Security policies for Red8 Interactive projects and hosted sites

We have had one compromised site since 1995.

Red8 Interactive follows modern best practices in our continued efforts to prevent and mitigate security-related incidents in our projects and hosted sites. Our portfolio includes sites for large national firms, banks, and other security-sensitive organizations.

Modern hosting services

We rely on the security, monitoring, and recovery resources provided by our hosting service partners, and select reputable hosting services with proven track records.

Cloudflare

We encourage all of our clients to use Cloudflare for their edge traffic and benefit from Cloudflare’s additional resources and best-in-class denial of service mitigation.

Modern credential storage

Credentials (usernames, passwords, and related information) are a common source of security breaches.

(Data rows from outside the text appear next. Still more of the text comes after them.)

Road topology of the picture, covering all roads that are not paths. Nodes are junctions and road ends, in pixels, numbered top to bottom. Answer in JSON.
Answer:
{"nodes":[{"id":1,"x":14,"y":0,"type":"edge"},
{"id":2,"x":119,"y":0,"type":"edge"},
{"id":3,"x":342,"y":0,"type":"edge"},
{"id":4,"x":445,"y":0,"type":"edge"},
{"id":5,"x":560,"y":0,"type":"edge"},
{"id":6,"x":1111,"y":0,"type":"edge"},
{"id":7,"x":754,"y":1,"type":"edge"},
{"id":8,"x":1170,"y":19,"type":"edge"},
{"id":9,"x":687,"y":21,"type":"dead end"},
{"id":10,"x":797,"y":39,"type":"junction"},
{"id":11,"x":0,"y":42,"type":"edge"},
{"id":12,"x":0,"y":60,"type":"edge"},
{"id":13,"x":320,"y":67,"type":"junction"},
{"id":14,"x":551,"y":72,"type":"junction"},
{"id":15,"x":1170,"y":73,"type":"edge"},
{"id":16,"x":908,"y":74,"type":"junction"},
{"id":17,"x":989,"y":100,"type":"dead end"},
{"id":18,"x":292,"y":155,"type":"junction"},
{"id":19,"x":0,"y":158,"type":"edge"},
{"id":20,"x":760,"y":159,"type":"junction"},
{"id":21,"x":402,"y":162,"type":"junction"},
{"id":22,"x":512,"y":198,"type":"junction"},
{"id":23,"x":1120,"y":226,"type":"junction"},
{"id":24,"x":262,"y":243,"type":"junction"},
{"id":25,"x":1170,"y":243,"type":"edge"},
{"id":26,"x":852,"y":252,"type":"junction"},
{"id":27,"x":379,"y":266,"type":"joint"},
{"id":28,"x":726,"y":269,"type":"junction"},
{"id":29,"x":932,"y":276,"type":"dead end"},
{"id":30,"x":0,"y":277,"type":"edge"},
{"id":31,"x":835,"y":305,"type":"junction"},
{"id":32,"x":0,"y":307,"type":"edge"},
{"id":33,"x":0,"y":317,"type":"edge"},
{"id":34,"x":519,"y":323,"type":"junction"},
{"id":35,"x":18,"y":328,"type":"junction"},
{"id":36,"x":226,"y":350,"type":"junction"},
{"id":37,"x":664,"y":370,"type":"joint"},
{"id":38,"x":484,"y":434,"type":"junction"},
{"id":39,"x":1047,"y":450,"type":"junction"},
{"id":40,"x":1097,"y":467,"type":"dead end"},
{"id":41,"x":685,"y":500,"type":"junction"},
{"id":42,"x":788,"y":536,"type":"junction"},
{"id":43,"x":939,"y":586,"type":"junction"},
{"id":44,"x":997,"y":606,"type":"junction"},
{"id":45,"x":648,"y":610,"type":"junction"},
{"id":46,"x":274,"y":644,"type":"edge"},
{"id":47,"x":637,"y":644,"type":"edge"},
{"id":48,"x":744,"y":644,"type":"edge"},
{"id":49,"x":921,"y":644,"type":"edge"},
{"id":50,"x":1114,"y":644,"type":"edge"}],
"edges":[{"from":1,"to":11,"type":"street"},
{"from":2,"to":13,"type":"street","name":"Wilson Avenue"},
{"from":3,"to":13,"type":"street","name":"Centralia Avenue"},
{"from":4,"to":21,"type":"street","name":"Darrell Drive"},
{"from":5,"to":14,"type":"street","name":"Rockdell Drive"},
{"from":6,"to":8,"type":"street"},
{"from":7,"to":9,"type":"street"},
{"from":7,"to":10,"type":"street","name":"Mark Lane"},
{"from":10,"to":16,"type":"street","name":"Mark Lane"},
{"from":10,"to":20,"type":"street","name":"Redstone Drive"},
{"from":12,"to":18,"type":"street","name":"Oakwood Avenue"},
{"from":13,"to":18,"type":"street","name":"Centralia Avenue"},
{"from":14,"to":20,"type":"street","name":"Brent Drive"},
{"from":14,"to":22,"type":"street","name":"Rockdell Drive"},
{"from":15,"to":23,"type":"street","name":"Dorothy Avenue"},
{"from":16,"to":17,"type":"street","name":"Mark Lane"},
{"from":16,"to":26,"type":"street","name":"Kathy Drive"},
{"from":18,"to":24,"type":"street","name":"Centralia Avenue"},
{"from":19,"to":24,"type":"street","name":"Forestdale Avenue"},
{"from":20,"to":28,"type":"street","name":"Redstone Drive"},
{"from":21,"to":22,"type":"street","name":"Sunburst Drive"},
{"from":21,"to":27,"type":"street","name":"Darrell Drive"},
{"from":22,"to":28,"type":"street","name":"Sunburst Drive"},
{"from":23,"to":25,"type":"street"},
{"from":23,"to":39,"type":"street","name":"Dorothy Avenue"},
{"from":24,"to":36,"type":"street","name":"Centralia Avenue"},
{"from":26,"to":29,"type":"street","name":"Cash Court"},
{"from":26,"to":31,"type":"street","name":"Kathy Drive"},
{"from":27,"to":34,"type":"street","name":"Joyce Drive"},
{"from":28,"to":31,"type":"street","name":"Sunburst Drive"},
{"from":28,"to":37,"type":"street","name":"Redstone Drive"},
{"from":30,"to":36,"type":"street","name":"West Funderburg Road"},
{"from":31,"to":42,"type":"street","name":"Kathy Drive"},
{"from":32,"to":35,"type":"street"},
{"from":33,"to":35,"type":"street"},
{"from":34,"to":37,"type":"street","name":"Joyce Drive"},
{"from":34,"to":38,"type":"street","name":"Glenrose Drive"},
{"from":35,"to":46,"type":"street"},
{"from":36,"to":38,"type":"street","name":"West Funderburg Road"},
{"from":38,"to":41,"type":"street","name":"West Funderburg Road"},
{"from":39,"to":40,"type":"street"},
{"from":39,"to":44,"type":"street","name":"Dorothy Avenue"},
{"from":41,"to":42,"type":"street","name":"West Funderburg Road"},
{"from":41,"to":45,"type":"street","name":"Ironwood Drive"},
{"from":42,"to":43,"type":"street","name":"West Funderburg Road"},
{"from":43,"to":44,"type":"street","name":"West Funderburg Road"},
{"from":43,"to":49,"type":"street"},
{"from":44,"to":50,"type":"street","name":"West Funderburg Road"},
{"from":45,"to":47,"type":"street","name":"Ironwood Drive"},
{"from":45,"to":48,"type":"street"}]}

We store all credentials in BitWarden, a modern credential management system. Passwords are unique and randomly generated.

Updates

Vulnerabilities in WordPress themes, plugins, and other components are also a frequent source of security incidents. WordPress projects require frequent updates to prevent the exploitation of these vulnerabilities, and we use a popular third-party service to notify us of available updates and make the update process as easy as possible.

Backups

Multiple third-party services take daily snapshots of all of our sites and store them for varying periods of at least 30 days. These backups allow us to revert unwanted changes to sites and gather more information in the event of a security breach. The backups are not accessible from any of our hosted sites.

Monitoring

We use multiple tools and services to provide constant monitoring and rapid alerts for uptime, errors, and potential security issues.

Plugins

All of our sites have either WordFence or iThemes Security Pro installed to provide an additional layer of defense against malicious traffic and warnings for updates, vulnerabilities, and incidents.

Limited access

We encourage our clients to minimize the number of administrative accounts on their sites and regularly review notifications for inactive user profiles.

Audits

We audit our sites a couple of times each year for inactive accounts and other potential issues that haven’t already been handled by all of the processes above.

How you can help

Weak and reused passwords on administrative accounts can still provide attackers with access to sites. Please use a modern password manager that will generate and store unique, random passwords for you.